Historic Tree ID:  DFWH0001
Registrar:  Dallas Historic Tree Coalition 
Registration Date:
 February 2002

The National Arborist Association and the International Society of Arboriculture jointly recognize this significant tree in this bicentennial year (1987) as having lived here at the signing of our constitution.

Summary

Trees have stood as silent witnesses to the events that formed history. Plano’s Bicentennial Bur Oak tree witnessed the buffalo, which came to Rowlett Creek for water and the Caddo Indians that lived in the area. During the early settlement of Plano, the land was cleared for firewood and fence posts, but somehow the tree was spared. The tree witnessed the Prince brothers exploring the area and Albritton family’s recreational use of the property.

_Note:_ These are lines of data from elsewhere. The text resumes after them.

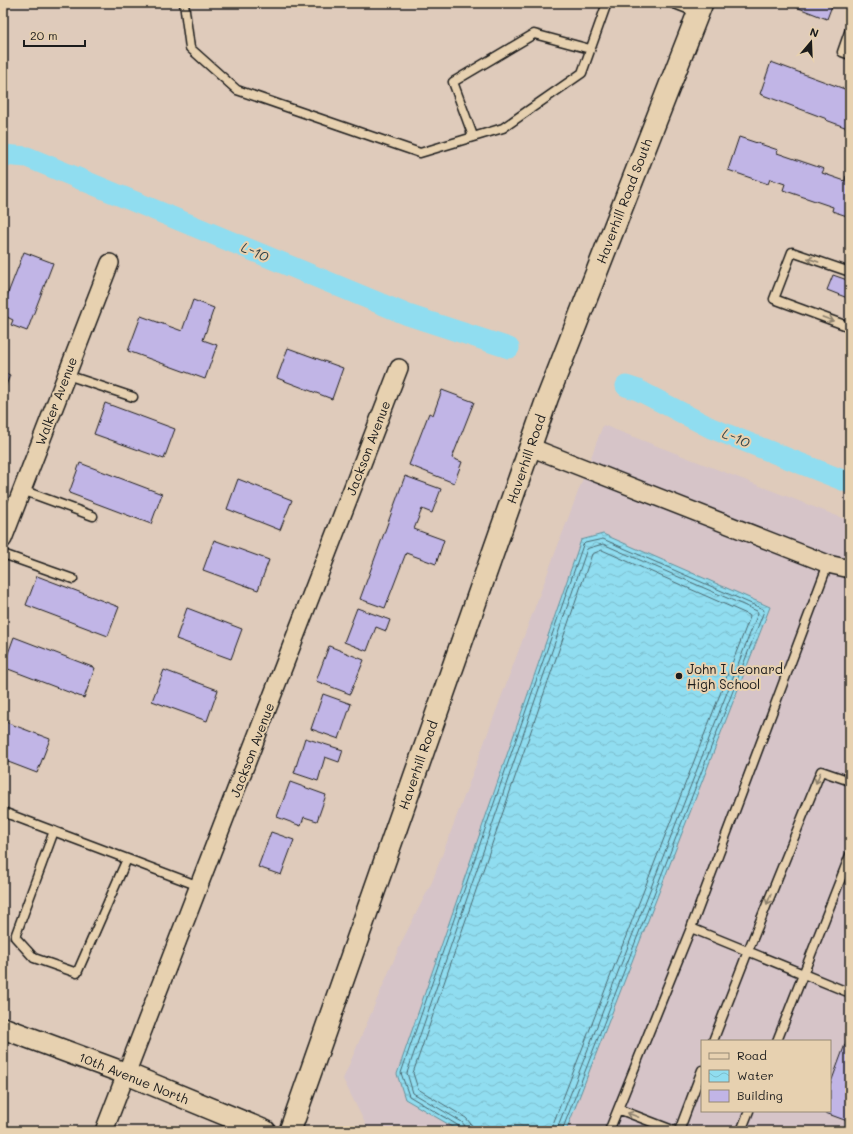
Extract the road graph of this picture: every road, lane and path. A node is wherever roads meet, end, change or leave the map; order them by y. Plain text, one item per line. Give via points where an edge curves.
1 (184, 3) edge
2 (607, 3) edge
3 (672, 3) edge
4 (700, 8) edge
5 (850, 29) edge
6 (590, 50) junction
7 (850, 55) edge
8 (474, 136) junction
9 (110, 263) dead end
10 (850, 272) edge
11 (850, 327) edge
12 (399, 368) dead end
13 (67, 375) junction
14 (133, 397) dead end
15 (547, 399) joint
16 (530, 447) junction
17 (22, 490) junction
18 (93, 516) dead end
19 (3, 539) edge
20 (3, 554) edge
21 (828, 564) junction
22 (850, 569) edge
23 (73, 579) dead end
24 (850, 781) edge
25 (3, 812) edge
26 (54, 831) junction
27 (850, 855) edge
28 (127, 859) junction
29 (199, 886) junction
30 (691, 928) junction
31 (748, 952) junction
32 (803, 974) junction
33 (850, 993) edge
34 (3, 1028) edge
35 (713, 1040) edge
36 (777, 1040) edge
37 (701, 1073) edge
38 (127, 1074) junction
39 (618, 1108) junction
40 (749, 1112) edge
41 (104, 1131) edge
42 (265, 1131) edge
43 (290, 1131) edge
44 (609, 1131) edge
45 (675, 1131) edge
46 (679, 1131) edge
47 (741, 1131) edge

1 - 8 lane via 190,48 237,90 420,152
2 - 6 lane
3 - 4 lane
4 - 15 street, Haverhill Road South
5 - 7 lane via 842,52
6 - 8 lane via 582,73 503,128
6 - 8 lane via 534,34 452,82
9 - 13 street, Walker Avenue
10 -> 11 lane via 792,252 774,299
12 - 29 street, Jackson Avenue
13 - 14 lane
13 - 17 street, Walker Avenue
15 - 16 street, Haverhill Road
16 - 21 street
16 - 43 street, Haverhill Road
17 - 18 lane
17 - 19 street, Walker Avenue
20 - 23 lane
21 - 22 street
21 - 30 lane
24 -> 31 lane via 821,770
25 - 26 lane
26 - 28 lane
26 - 28 lane via 15,937 34,958 77,973
27 - 32 lane
28 - 29 lane
29 - 38 street, Jackson Avenue
30 - 31 lane
30 - 39 lane
31 - 32 lane
31 - 35 lane
32 - 33 lane
32 - 36 lane
34 - 38 street, 10th Avenue North
37 - 46 lane
38 - 41 street, Jackson Avenue
38 - 42 street, 10th Avenue North
39 - 44 lane
45 -> 39 lane
40 - 47 lane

Now located in a city park, the tree continues to grow and thrive after 239 years, therefore representing not only Plano’s past but its future.

editors note: Four years after the tree's registration, a storm damaged the tree leaving tree rings exposed. This allowed a definitive age determination to be made. This tree was determined to more than 500 years old; thus the name was changed from Bicentennial to Quincentennial.

 

Historic Narrative

Pre-Settlement  Early settlers who came in on wagons to settle on Rowlett Creek found the country with broad rolling prairies dotted here and there with groves of timber and streams of clear running water with thickets bordering the banks. It was the most colorful country they had ever seen for there were wildflowers of every color and variety all around them and wildlife in every direction. It is said that in the fall of the year, buffalo came to the watering places in great numbers and when given a scare, would stampede making a noise like thunder.(3)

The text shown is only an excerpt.